What occurred, like so much of technological production within capitalism,
is that the chemical was subsequently redefined as benign. Despite wide
public and scientific horror, and governmental health outcry. General
Motors, which enjoyed an interlocking directorship with the DuPont
Corporation at the time, made a deal with Standard Oil to produce the
tetraethyl lead. Standard Oil attempted first to get a 'neutral body' like
the Bureau of Mines to conduct a report which said that the industrial toxin
tetraethyl lead was 'safe,' despite concern that the short-term experiments
and exposures were an unsuitable manner of studying the poison. This study
by a government body was paid for by the oil company. There was an accident
in the Standard Oil experimental research facility in New Jersey in which
80% of the workers in the facility died or were severely poisoned by lead.
The company doctor was quoted in the New York Times as saying, "nothing
ought to be said about this matter in the public interest." One of the
supervisors of the facility said "these men probably went insane because
they worked too hard."  The vice-president of General Motors, Midgely, known
as the "Father of Ethyl Gas," had an attendant at a press conference bring
in a quantity of pure tetraethyl which he poured on his hands saying, "I'm
not taking any chance whatever. . .Nor would I take any chance doing that
every day." The previous year he had to take a "prolonged vacation in
Florida in order to cure himself of lead poisonings."  At a hearing held by
the United States Surgeon General, the pro-lead lobby was questioned about
the health risks.

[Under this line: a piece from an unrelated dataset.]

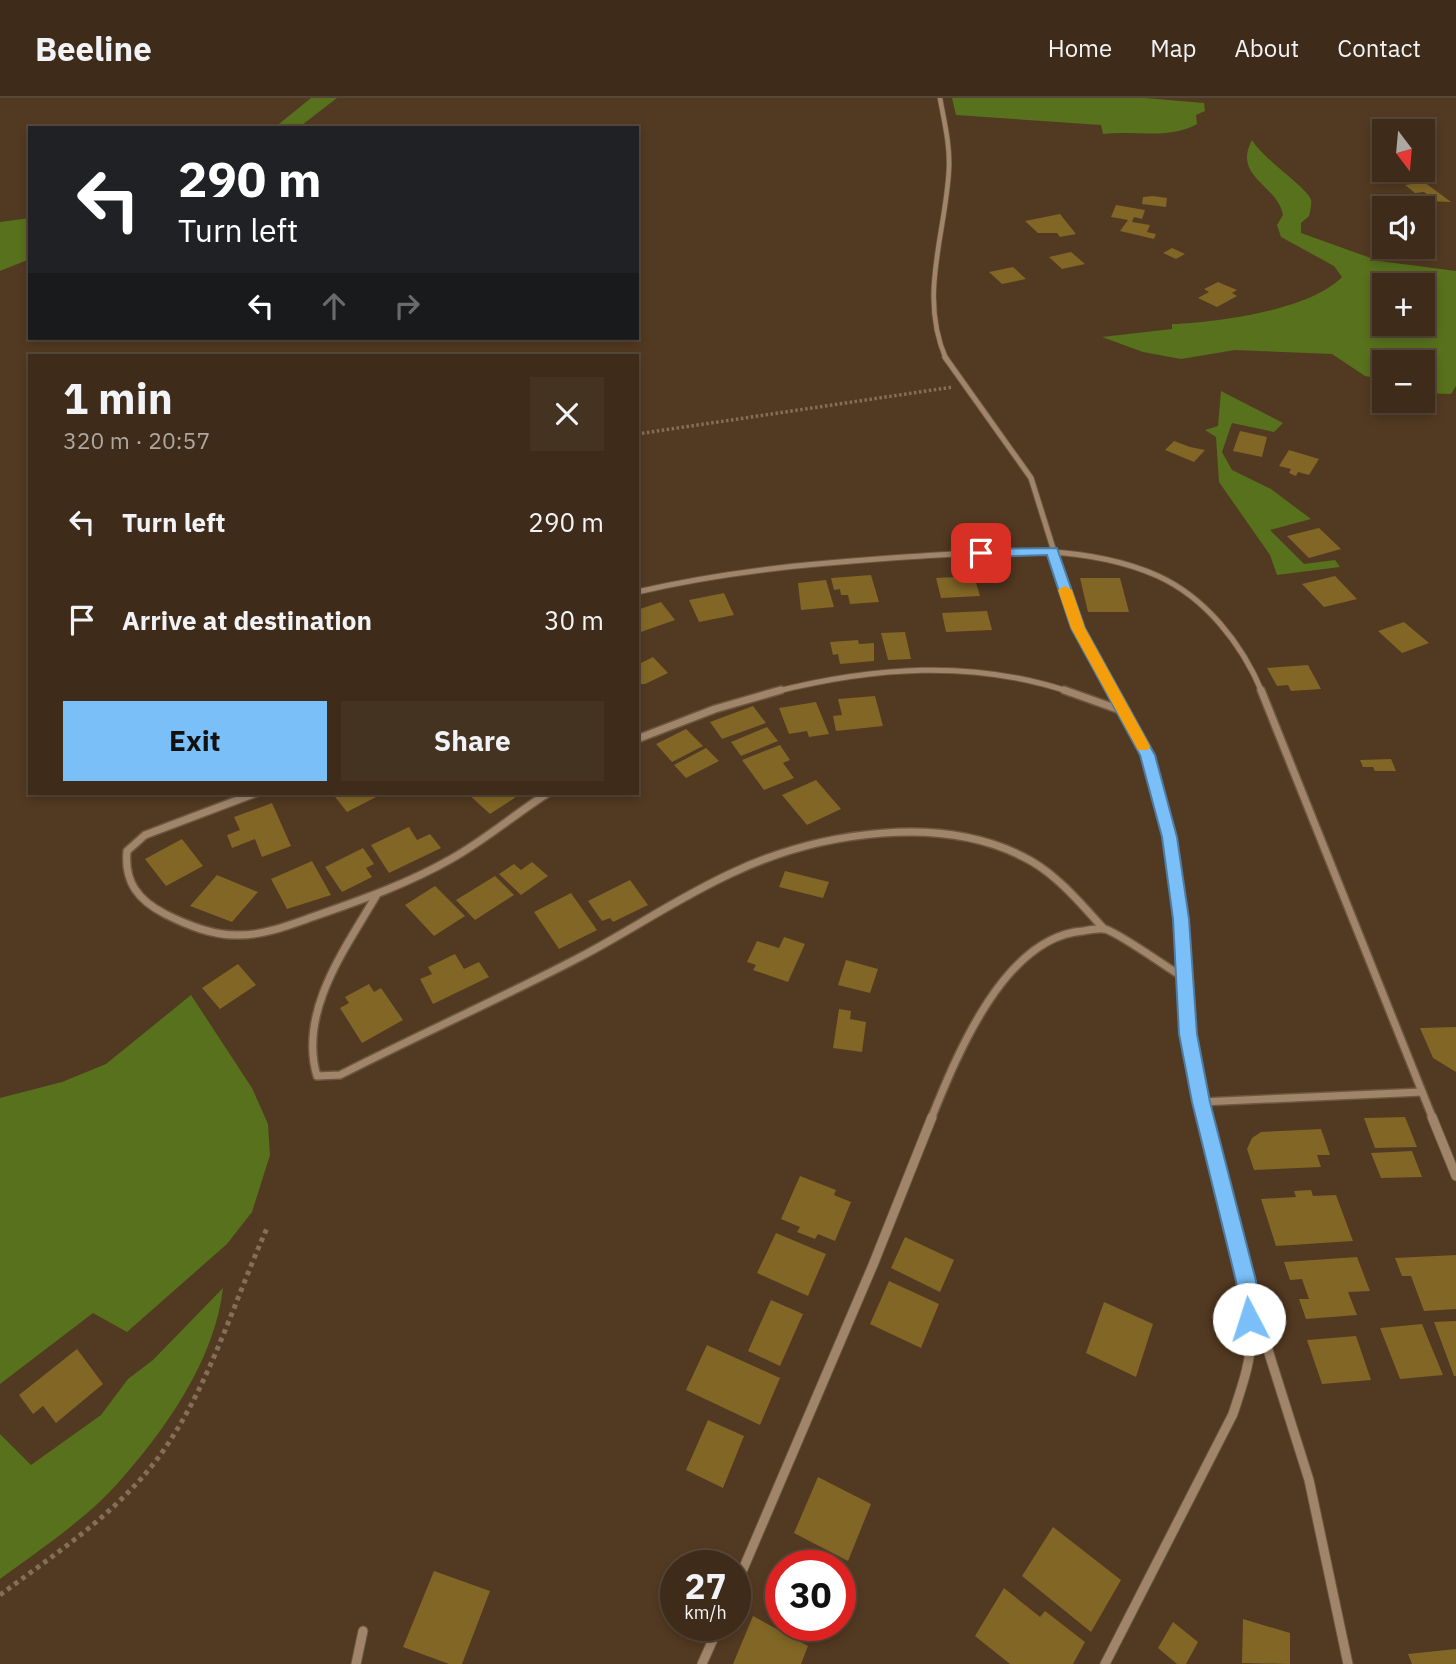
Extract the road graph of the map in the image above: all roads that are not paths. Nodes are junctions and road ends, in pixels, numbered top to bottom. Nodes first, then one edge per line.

They changed the subject and described tetraethyl lead as
"a gift of God,' and "essential in our civilization,' among other things.
"By casting the issue in this way, Howard [the representative of Ethyl
Gasoline Corporation, the subsidiary of Standard Oil] put the opposition on
the defensive, making them appear to be reactionaries whose limited vision
of the country's future could permanently retard progress and harm future
generations. 

        They also argued that with any "great advance" comes "sacrifice."
Further "objective" studies were called for. The long term studies were not
carried out, and we were poisoned for approximately 50 years, especially
urban residents. 

      The next time someone calls you a reactionary, tell them they may not
even have their own interests at heart in the long run. Technological
production and progress, especially in capitalism, is a highly contentious
political process. It is only with a well balanced assessment of the risks
from all sides that technology could potentially seen as 'progressing'
anywhere. Technology is not 'neutral' from the start. It progresses toward
neutrality with the influence of varied political interests. Without input
from all interests though, I am afraid that technology is not  'neutral.'
This input rarely, if ever, happens in capitalism, so the use of the term
neutrality is unjustified. I would gladly take comments for candidates for
'technological neutrality,' and I feel confident that the term is basically
an oxymoron in the way it is widely used in discrediting a voiced concern
with cries of technological neutrality. Only society as a whole gets to
determine what is neutral. By itself, neutrality is rather a strange
defense, because it trumps the argument instead of addressing social
concerns. One-sided portrayals of technology as neutral are conceivably more
"Nazi-like" than those who are voicing their concern, if you think about
it.. I would recommend that he read some Albert Hirschman. (3)
         Instead of taking Brad DeLong's above comments seriously, I would
take them with a grain of lead.


Mark Whitaker
University of Wisconsin-Madison



_________________


(1) Berg, Maxine.  1986.  The Age of Manufactures, 1700-1820.  Oxford:
Oxford University Press. 

(2) Rosner, David and Gerald Markowitz.  1985.  "A 'Gift of God'? The Public
Health Debate Controversy over Leaded Gasoline during the 1920's," American
Journal of Public Health, April, v. 75(4), pp. 344-352.

(3) Hirschman, Albert. 1967.  Exit, Voice, and Loyalty.  Harvard: Harvard
University Press. (especially Chapter Eight, "Exit and Voice in American
Ideology and Practice,' pp. 106-109.)